White et al do not offer any practical mechanisms to address the classification issues they have raised. Having worked closely with WHO on a Global Campaign against Epilepsy I have observed how some of the inconsistencies in ICD-10 have arisen (2). WHO maintains that it is concerned with public health aspects of diseases, not organs such as the brain or heart. However WHO makes an exception for the “mind” which has its own administrative department, with a small subsection concerned only with some neurological disorders such as epilepsy, dementia, Parkinson’s disease, multiple sclerosis and migraine. A much greater number of neurological disorders including stroke, neoplasm, trauma, perinatal and congenital diseases are distributed through various sections of “Non-communicable Diseases”. Thus the Division of Mental Health seriously under-estimates the burden of neurological diseases and classification issues are discussed by separate groups of psychiatrists and neurologists with very little cross-fertilisation. These classification issues will not be resolved until comparable groups of psychiatrists and neurologists meet together to agree both the principles and the details of psychiatric and neurological classification (4). The BNPA, which is a Society for psychiatrists and neurologists, is the obvious forum to initiate such a process in this country.

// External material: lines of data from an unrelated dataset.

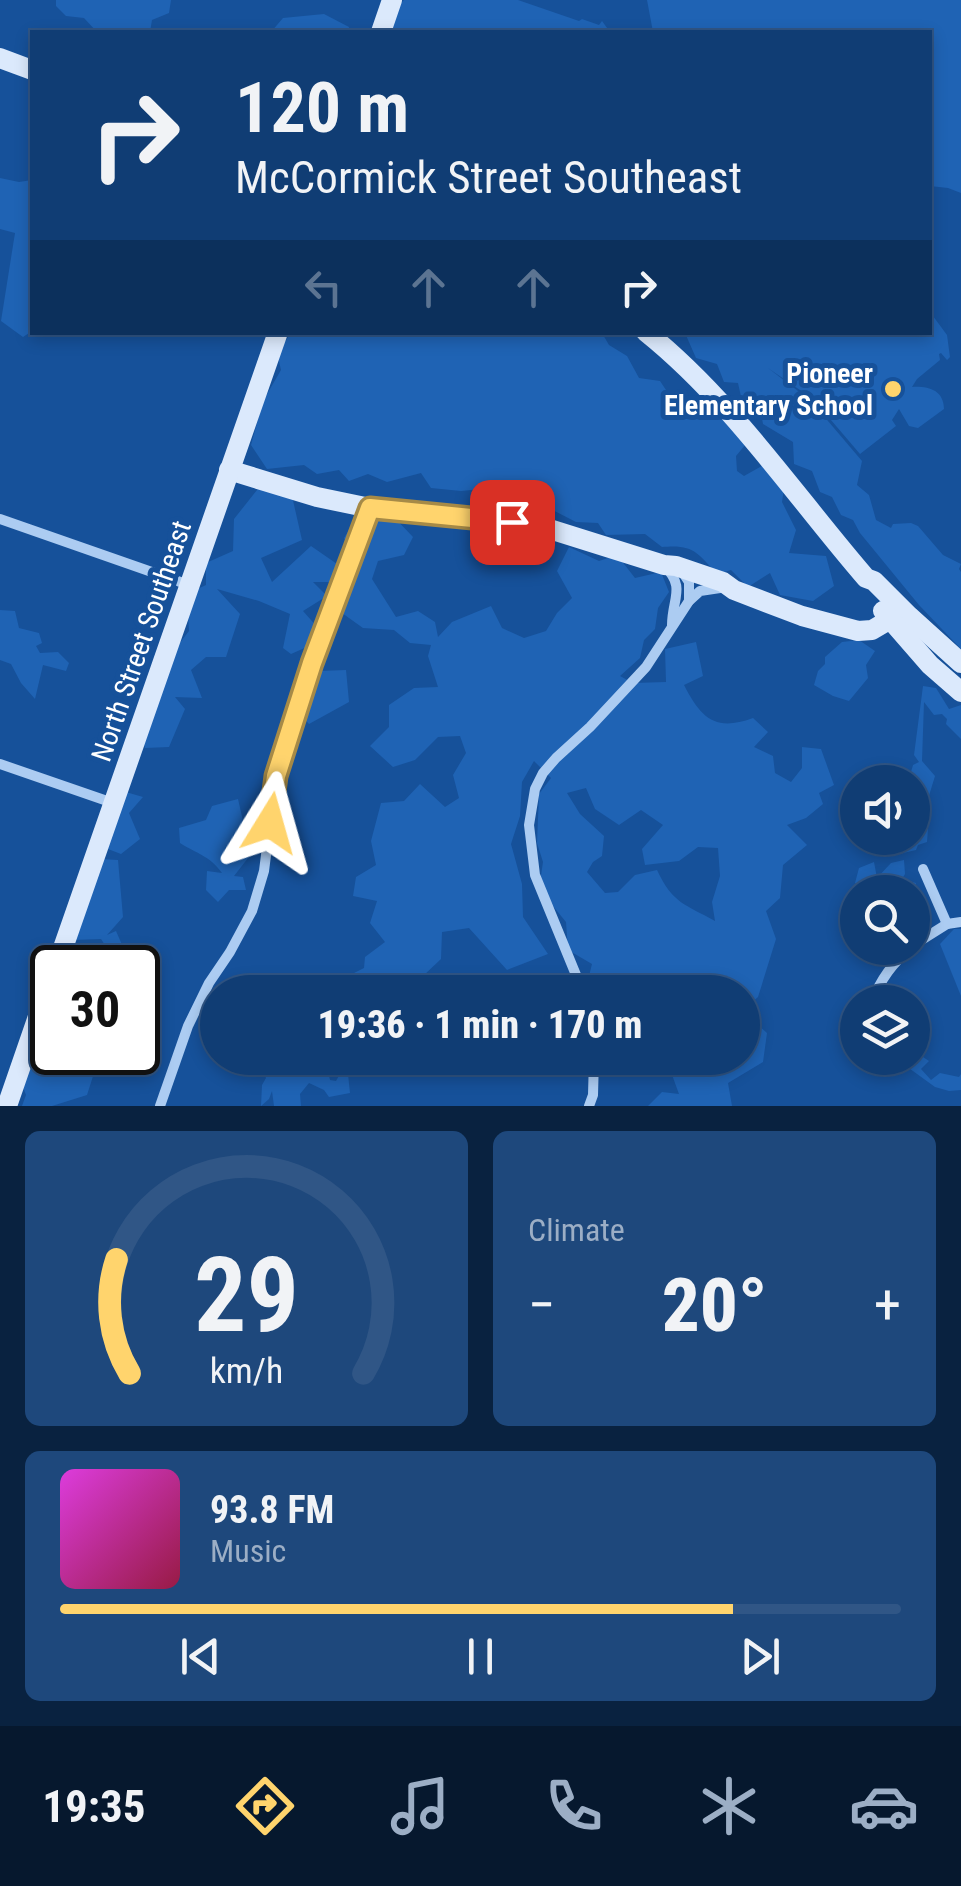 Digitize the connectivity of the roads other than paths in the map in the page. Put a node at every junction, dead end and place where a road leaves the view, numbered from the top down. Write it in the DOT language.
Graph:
graph roads {
  1 [pos="392,0"];
  2 [pos="382,30"];
  3 [pos="0,58"];
  4 [pos="30,69"];
  5 [pos="277,335"];
  6 [pos="649,335"];
  7 [pos="230,470"];
  8 [pos="370,508"];
  9 [pos="0,519"];
  10 [pos="670,566"];
  11 [pos="866,578"];
  12 [pos="190,585"];
  13 [pos="734,590"];
  14 [pos="689,601"];
  15 [pos="889,620"];
  16 [pos="672,626"];
  17 [pos="961,663"];
  18 [pos="961,692"];
  19 [pos="0,764"];
  20 [pos="113,804"];
  21 [pos="923,869"];
  22 [pos="961,922"];
  23 [pos="948,924"];
  24 [pos="930,936"];
  25 [pos="64,945"];
  26 [pos="576,975"];
  27 [pos="30,1040"];
  28 [pos="594,1075"];
  29 [pos="7,1106"];
  30 [pos="160,1106"];
  31 [pos="589,1106"];
  1 -- 2 [label="street"];
  3 -- 4 [label="street"];
  5 -- 7 [label="street, North Street Southeast"];
  6 -- 11 [label="street"];
  7 -- 8 [label="street"];
  7 -- 12 [label="street, North Street Southeast"];
  8 -- 10 [label="street"];
  8 -- 30 [label="street"];
  9 -- 12 [label="street"];
  10 -- 13 [label="street"];
  10 -- 14 [label="street"];
  10 -- 16 [label="street"];
  11 -- 15 [label="street"];
  11 -- 17 [label="street"];
  12 -- 20 [label="street, North Street Southeast"];
  13 -- 14 [label="street"];
  13 -- 15 [label="street"];
  14 -- 16 [label="street"];
  15 -- 18 [label="street"];
  16 -- 26 [label="street"];
  19 -- 20 [label="street"];
  20 -- 25 [label="street, North Street Southeast"];
  21 -- 23 [label="street"];
  22 -- 23 [label="street"];
  23 -- 24 [label="street"];
  27 -- 29 [label="street"];
  28 -- 31 [label="street"];
} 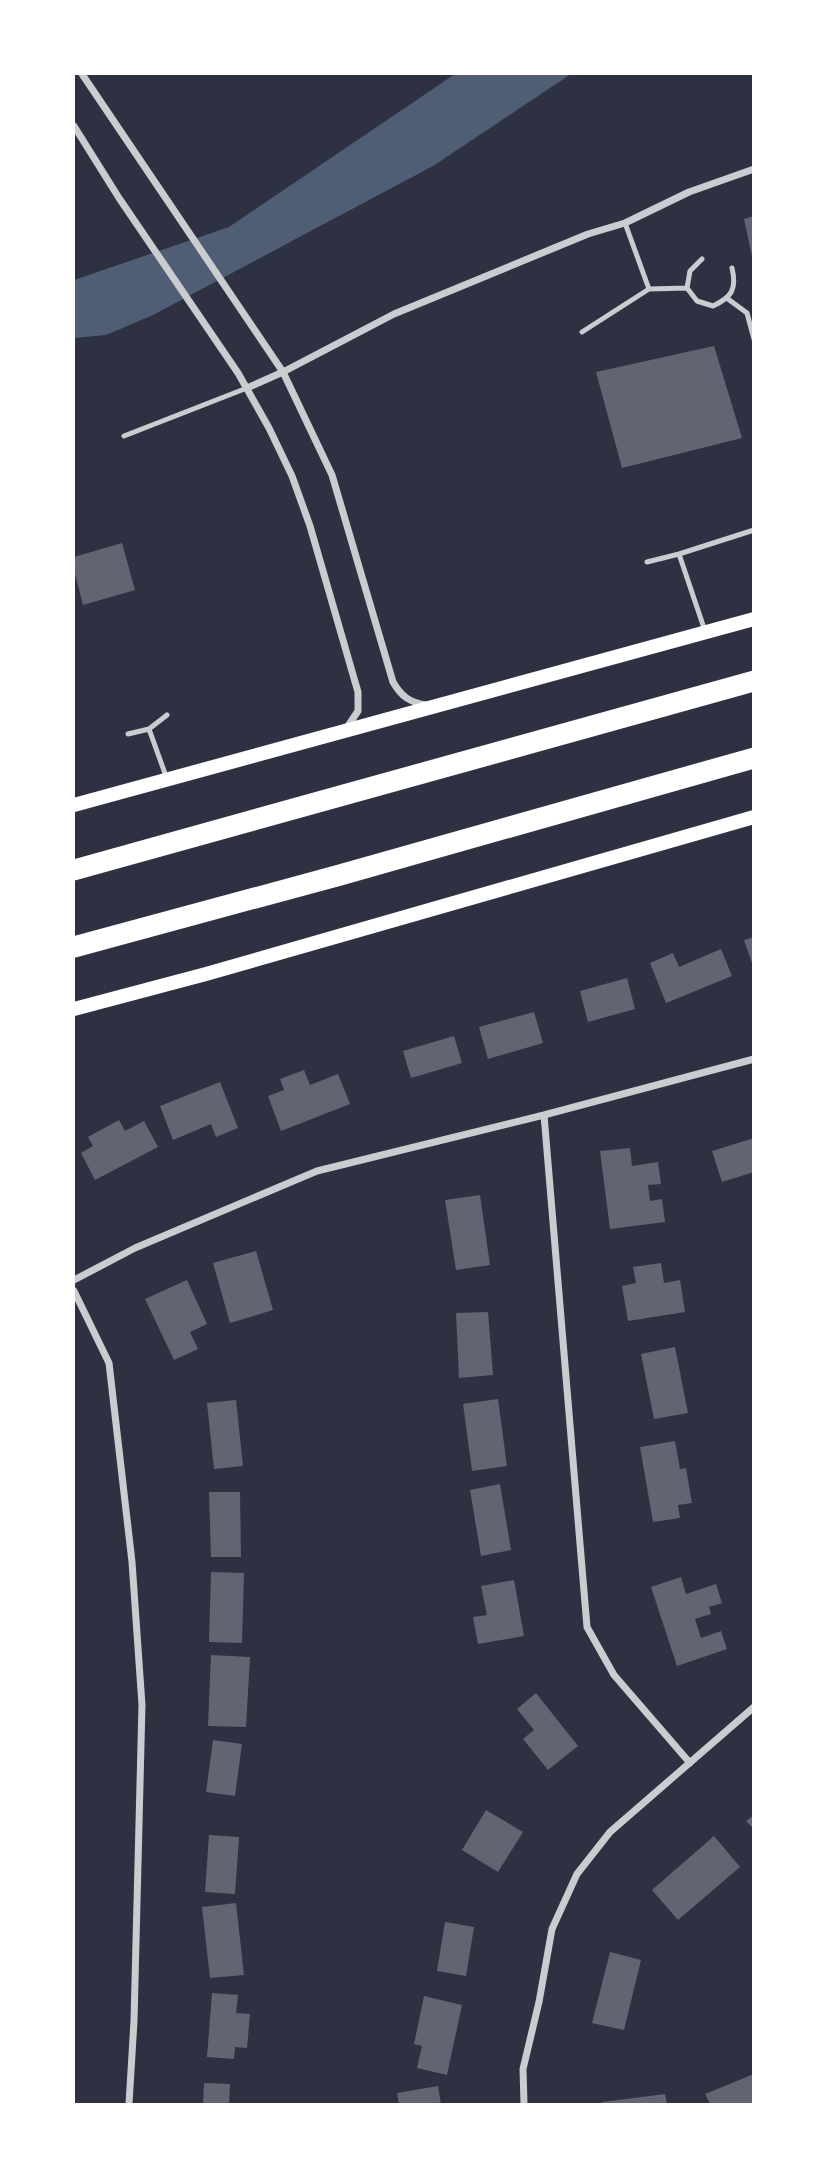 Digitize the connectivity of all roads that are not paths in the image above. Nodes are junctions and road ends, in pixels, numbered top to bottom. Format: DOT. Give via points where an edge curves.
graph roads {
  1 [pos="82,74"];
  2 [pos="74,126"];
  3 [pos="754,169"];
  4 [pos="625,223"];
  5 [pos="702,259"];
  6 [pos="732,268"];
  7 [pos="687,288"];
  8 [pos="649,289"];
  9 [pos="728,299"];
  10 [pos="582,332"];
  11 [pos="754,339"];
  12 [pos="283,372"];
  13 [pos="247,388"];
  14 [pos="124,436"];
  15 [pos="754,530"];
  16 [pos="679,554"];
  17 [pos="647,562"];
  18 [pos="754,619"];
  19 [pos="706,633"];
  20 [pos="754,681"];
  21 [pos="438,705"];
  22 [pos="167,715"];
  23 [pos="149,729"];
  24 [pos="339,733"];
  25 [pos="128,734"];
  26 [pos="754,758"];
  27 [pos="168,780"];
  28 [pos="74,806"];
  29 [pos="754,817"];
  30 [pos="74,870"];
  31 [pos="74,947"];
  32 [pos="74,1010"];
  33 [pos="754,1059"];
  34 [pos="544,1115"];
  35 [pos="74,1280"];
  36 [pos="74,1291"];
  37 [pos="754,1707"];
  38 [pos="690,1763"];
  39 [pos="129,2105"];
  40 [pos="524,2105"];
  1 -- 12 [label="street"];
  2 -- 13 [label="street"];
  3 -- 4 [label="street" via="689,192"];
  4 -- 8 [label="lane"];
  4 -- 12 [label="street" via="394,314"];
  5 -- 7 [label="lane" via="690,271"];
  6 -- 9 [label="lane" via="736,284"];
  7 -- 8 [label="lane"];
  7 -- 9 [label="lane" via="697,301 713,306"];
  8 -- 10 [label="lane"];
  9 -- 11 [label="lane" via="747,313"];
  12 -- 13 [label="street"];
  12 -- 21 [label="street" via="332,475 393,682 411,701"];
  13 -- 14 [label="lane"];
  13 -- 24 [label="street" via="281,450 301,501 358,692 357,717"];
  15 -- 16 [label="lane"];
  16 -- 17 [label="lane"];
  16 -- 19 [label="lane"];
  18 -- 19 [label="main road"];
  19 -- 21 [label="main road"];
  20 -- 30 [label="highway"];
  21 -- 24 [label="main road"];
  22 -- 23 [label="lane"];
  23 -- 25 [label="lane"];
  23 -- 27 [label="lane"];
  24 -- 27 [label="main road"];
  26 -- 31 [label="highway"];
  27 -- 28 [label="main road"];
  29 -- 32 [label="main road"];
  33 -- 34 [label="street"];
  34 -- 35 [label="street" via="317,1171 135,1248"];
  34 -- 38 [label="street" via="587,1627 614,1675"];
  36 -- 39 [label="street" via="109,1363 141,1679"];
  37 -- 38 [label="street"];
  38 -- 40 [label="street" via="610,1832 577,1874 552,1929 523,2069"];
}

Edward H Reynolds, Honorary Senior Lecturer, Department of Clinical Neurosciences,
King’s College, London UK.
reynolds@buckles.u-net.com
Competing interests. I was a founding neurologist of the BNPA.
1. White PD, Rickards H, Zeman AZJ. Time to end the distinction between mental and neurological illnesses. BMJ 2012; 344: e3454 (16 June).
2. Reynolds EH. Brain and Mind: A challenge for WHO. Lancet 2003; 361: 1924-5.
3. Reynolds EH. Structure and function in neurology and psychiatry. BJPsychiat. 1990; 157: 481-90.
4. Reynolds EH. Hysteria, conversion and functional disorders. BJPsychiat. 2012, in press.
5. Goldberg D. Should our major classifications of mental disorders be revised? BJPsychiat. 2010; 196: 255-6.
Competing interests: I was a founding neurologist of the BNPA.